▸ **INSTRUCTIONS TO FOLLOW**
Pull each line containing "Village" out of the listing below.
=== RECORDS FOR PROCESSING ===
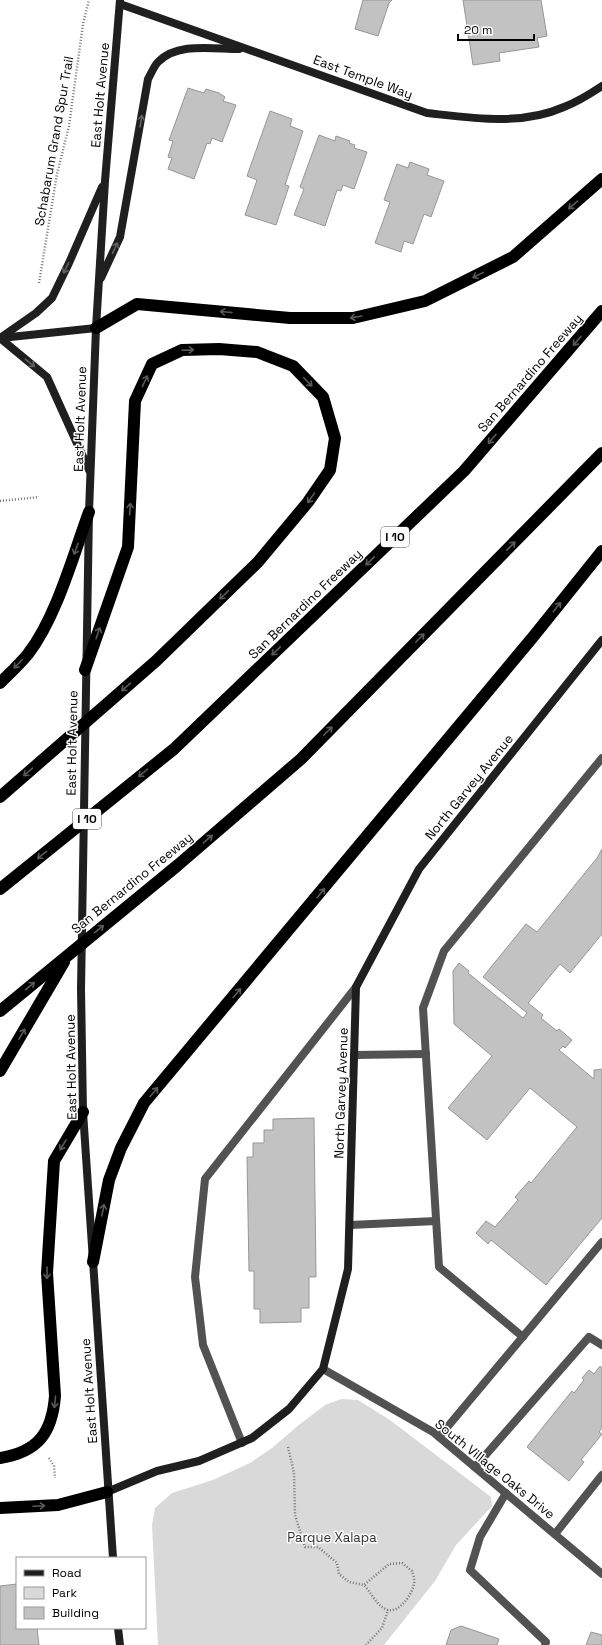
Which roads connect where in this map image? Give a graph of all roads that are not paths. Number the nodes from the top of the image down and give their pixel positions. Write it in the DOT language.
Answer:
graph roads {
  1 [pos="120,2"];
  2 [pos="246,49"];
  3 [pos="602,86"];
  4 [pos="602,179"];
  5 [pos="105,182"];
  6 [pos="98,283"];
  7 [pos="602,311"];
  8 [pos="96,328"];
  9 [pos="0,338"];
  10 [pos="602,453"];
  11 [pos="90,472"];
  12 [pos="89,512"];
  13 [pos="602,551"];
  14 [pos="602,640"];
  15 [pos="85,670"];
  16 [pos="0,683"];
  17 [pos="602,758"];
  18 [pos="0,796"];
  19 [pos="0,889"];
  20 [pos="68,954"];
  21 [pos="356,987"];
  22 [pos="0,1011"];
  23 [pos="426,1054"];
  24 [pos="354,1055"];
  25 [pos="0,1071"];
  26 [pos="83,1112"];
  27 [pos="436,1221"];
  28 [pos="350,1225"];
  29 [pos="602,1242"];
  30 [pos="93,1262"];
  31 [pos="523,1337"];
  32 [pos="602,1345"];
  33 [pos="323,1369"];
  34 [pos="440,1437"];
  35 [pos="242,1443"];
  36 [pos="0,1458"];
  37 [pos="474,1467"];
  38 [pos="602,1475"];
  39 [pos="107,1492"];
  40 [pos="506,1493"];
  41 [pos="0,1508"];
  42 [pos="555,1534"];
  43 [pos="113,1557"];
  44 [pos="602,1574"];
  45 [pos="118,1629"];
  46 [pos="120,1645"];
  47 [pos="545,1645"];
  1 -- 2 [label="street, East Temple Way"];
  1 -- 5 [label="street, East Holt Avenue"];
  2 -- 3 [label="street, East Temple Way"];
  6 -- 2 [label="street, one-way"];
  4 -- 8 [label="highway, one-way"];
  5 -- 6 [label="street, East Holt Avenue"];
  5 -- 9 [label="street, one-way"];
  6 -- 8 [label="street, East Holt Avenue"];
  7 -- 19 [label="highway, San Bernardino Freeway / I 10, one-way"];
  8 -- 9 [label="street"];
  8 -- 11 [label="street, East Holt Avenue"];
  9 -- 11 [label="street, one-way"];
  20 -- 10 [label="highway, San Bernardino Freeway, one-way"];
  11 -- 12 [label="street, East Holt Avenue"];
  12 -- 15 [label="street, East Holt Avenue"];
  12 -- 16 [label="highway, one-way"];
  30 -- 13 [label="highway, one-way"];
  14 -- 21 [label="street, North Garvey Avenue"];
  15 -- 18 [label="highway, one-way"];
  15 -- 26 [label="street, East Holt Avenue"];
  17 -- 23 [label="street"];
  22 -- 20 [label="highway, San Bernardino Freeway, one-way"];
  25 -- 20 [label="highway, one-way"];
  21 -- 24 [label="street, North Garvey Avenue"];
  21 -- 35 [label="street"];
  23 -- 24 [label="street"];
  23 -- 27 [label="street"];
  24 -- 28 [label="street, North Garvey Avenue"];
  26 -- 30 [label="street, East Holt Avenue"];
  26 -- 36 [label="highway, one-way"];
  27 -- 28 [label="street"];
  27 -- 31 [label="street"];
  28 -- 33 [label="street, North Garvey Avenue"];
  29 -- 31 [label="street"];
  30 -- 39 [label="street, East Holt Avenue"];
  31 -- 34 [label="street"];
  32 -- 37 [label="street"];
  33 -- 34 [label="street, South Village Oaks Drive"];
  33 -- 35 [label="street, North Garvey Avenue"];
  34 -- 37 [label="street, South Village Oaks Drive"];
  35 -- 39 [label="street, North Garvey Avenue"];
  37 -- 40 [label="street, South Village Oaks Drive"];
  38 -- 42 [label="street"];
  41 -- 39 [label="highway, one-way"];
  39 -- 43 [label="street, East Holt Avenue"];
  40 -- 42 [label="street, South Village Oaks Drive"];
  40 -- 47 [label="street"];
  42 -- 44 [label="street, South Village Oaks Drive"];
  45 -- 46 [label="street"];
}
===
▸ **RESULT OF THIS TASK**
  33 -- 34 [label="street, South Village Oaks Drive"];
  34 -- 37 [label="street, South Village Oaks Drive"];
  37 -- 40 [label="street, South Village Oaks Drive"];
  40 -- 42 [label="street, South Village Oaks Drive"];
  42 -- 44 [label="street, South Village Oaks Drive"];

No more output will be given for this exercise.